Think again about the angel Gabriel coming to the Virgin Mary to tell her that she was to be the mother of the Saviour. This certainly was not anything she had asked for. This did not fit neatly into her plans. She might have been inclined to say, “Well, I think not, thank you very much.” But she did not. She said, ”Behold the handmaid of the Lord. Be it unto me as you have said.” God took her humble obedience and from that brought forth the Saviour of mankind, but it was Mary who said “yes” to God and thereby made her contribution to the miracle of the Incarnation.
God chooses to take some little bit from humankind, and use it to work His astounding miracles. This is His way. Its not that He has to do it this way; it is that He chooses to do it this way. He chooses to involve man in His miracles, even if it is in ever such a small way. He takes our “little bit” and makes it into something wonderful, something simply amazing. But he chooses to always start with what we have. And so it was that day on the hillside where Jesus fed the 4000. He took the seven loaves, and a few fishes, and turned them into enough to feed the 4000 with much left over.
But He did not just say to His disciples, “Go ahead and distribute all the food.” No, after he had commanded the people to sit down, he blessed the food. Jesus never begins any action without first invoking God. He gave thanks for the food and asked a blessing upon it. Had God not been invoked, all of the food would have been quickly consumed by the first few people to get their hands upon it, because there would have been no multiplication of the loaves and fishes. You see, it is only when God is brought into this event that extraordinary things happen. Leave out God, and you might as well not bother to make the effort because it will fail entirely. It is only in asking for God’s blessing and thanking Him for this food that we can expect to see His extraordinary abundance of provision come to pass.

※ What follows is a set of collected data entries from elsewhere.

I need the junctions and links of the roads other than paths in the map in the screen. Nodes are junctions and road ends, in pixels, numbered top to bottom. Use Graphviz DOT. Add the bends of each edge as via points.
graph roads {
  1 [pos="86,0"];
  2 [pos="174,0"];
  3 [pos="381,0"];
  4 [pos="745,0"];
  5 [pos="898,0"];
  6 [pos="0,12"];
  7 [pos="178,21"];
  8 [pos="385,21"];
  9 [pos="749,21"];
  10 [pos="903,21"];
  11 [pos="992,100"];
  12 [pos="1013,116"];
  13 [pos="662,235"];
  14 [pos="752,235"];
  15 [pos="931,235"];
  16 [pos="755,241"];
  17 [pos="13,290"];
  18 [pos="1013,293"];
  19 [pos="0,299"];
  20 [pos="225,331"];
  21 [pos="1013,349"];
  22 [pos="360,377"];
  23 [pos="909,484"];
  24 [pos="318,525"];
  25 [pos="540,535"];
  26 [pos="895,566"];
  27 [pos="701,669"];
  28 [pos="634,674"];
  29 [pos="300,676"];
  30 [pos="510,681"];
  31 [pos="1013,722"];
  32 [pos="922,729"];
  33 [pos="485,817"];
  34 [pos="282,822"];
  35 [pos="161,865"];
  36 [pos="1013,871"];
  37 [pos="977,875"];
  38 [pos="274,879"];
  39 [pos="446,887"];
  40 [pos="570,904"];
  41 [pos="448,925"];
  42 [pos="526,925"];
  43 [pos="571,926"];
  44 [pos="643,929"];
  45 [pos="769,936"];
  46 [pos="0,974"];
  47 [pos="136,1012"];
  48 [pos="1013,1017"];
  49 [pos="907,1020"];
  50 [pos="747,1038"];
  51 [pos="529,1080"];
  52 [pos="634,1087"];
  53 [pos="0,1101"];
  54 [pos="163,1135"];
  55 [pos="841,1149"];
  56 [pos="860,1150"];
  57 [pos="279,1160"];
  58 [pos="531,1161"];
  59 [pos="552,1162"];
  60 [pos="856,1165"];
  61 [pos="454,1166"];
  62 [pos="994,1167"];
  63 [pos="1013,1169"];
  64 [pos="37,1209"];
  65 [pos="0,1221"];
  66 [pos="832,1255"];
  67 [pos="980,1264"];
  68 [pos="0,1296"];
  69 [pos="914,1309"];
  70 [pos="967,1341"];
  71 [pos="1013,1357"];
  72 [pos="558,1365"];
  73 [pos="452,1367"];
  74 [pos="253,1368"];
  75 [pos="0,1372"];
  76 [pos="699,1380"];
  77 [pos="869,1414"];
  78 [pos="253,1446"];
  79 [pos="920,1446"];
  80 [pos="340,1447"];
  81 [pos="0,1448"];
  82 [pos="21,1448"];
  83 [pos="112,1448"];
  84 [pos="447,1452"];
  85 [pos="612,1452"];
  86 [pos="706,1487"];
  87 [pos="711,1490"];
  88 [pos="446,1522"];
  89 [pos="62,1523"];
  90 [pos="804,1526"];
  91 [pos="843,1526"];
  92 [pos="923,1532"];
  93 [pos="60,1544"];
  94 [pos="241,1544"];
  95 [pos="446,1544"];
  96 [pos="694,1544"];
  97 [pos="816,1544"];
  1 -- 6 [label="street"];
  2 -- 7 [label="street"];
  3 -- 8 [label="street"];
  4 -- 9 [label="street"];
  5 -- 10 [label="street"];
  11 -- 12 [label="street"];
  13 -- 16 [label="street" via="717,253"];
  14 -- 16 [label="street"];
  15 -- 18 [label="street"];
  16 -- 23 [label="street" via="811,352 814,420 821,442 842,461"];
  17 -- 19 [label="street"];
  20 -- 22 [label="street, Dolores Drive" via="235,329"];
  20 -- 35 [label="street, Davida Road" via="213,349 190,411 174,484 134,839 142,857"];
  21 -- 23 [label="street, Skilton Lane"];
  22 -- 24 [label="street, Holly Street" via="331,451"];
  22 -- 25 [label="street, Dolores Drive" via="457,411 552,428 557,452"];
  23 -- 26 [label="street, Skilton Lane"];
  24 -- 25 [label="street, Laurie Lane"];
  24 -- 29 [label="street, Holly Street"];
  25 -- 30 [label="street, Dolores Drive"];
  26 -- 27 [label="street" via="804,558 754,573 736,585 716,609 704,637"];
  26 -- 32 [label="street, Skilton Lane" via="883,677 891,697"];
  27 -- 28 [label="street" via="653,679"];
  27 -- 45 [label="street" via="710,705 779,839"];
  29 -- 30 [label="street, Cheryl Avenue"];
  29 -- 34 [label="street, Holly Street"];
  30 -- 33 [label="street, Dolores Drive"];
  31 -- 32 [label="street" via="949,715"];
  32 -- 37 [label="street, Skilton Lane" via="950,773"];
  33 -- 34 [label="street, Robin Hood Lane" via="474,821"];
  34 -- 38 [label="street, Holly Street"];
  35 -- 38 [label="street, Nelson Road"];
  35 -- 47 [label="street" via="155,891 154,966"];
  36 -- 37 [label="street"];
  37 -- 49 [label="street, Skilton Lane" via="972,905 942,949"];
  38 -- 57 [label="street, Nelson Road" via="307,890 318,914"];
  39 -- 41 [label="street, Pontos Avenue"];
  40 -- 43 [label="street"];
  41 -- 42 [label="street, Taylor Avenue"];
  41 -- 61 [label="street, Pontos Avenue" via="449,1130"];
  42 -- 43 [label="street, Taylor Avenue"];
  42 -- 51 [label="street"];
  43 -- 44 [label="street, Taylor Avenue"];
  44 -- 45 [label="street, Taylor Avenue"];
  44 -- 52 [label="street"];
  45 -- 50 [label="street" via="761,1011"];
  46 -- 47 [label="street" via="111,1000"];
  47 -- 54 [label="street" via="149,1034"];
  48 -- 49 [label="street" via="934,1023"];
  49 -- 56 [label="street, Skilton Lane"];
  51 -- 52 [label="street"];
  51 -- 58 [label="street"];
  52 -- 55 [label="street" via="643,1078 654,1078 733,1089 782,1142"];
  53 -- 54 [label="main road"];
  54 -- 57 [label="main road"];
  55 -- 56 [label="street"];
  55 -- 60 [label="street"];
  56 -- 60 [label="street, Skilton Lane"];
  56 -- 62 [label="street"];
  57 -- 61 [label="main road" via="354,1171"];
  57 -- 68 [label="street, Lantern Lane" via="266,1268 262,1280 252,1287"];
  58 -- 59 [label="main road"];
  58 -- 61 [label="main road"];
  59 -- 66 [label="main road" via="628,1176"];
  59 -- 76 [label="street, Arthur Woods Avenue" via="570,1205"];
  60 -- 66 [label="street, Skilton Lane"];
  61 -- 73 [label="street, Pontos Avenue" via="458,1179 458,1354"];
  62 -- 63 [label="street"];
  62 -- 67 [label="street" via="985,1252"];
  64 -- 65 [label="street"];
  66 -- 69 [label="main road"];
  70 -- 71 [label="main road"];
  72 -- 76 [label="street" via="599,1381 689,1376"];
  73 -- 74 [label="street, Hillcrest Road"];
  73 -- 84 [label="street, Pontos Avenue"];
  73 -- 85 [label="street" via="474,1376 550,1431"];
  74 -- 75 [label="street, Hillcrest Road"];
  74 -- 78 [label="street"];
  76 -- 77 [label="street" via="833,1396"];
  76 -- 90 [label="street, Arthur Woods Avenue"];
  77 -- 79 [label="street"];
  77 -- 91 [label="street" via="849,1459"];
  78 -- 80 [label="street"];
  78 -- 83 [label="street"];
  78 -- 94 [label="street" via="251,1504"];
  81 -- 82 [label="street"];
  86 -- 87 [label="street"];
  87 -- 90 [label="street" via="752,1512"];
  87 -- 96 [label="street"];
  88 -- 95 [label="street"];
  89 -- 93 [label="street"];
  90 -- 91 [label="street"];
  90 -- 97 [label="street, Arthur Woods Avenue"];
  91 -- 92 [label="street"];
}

After He asked the blessing, Jesus instructed his disciples distribute the food to the assembled people sitting on the ground. This distribution goes on yet today; Jesus’ Church distributes His food to those assembled here at the Communion Table. He takes the Bread and Wine that we bring in offering to Him and transforms them into His own amazing Body and Blood in the Mass. And then, His disciples, the Bishops and Priests, distribute it to those who have come in faith to receive it. This is how we receive the true meat and drink that satisfies our hunger. It is only here that we are able to continue as branches of the true vine, so that we may be fruitful and not wither. The feeding of the thousands on the hillside 2000 years ago continues yet today in the Eucharist and so it will continue until the end of the time..
Christ has died, Christ is risen, Christ will come again.
Therefore let us keep the feast. Alleluia.
Let us repeat the Collect for the Day:
Lord of all power and might, who art the author and giver of all good things; Graft into our hearts the love of thy Name, increase in us true religion, nourish us with all goodness, and of thy great mercy keep us in the same, through Jesus Christ our Lord. Amen.
+ In the Name of the Father, and of the Son, and of the Holy Ghost. Amen.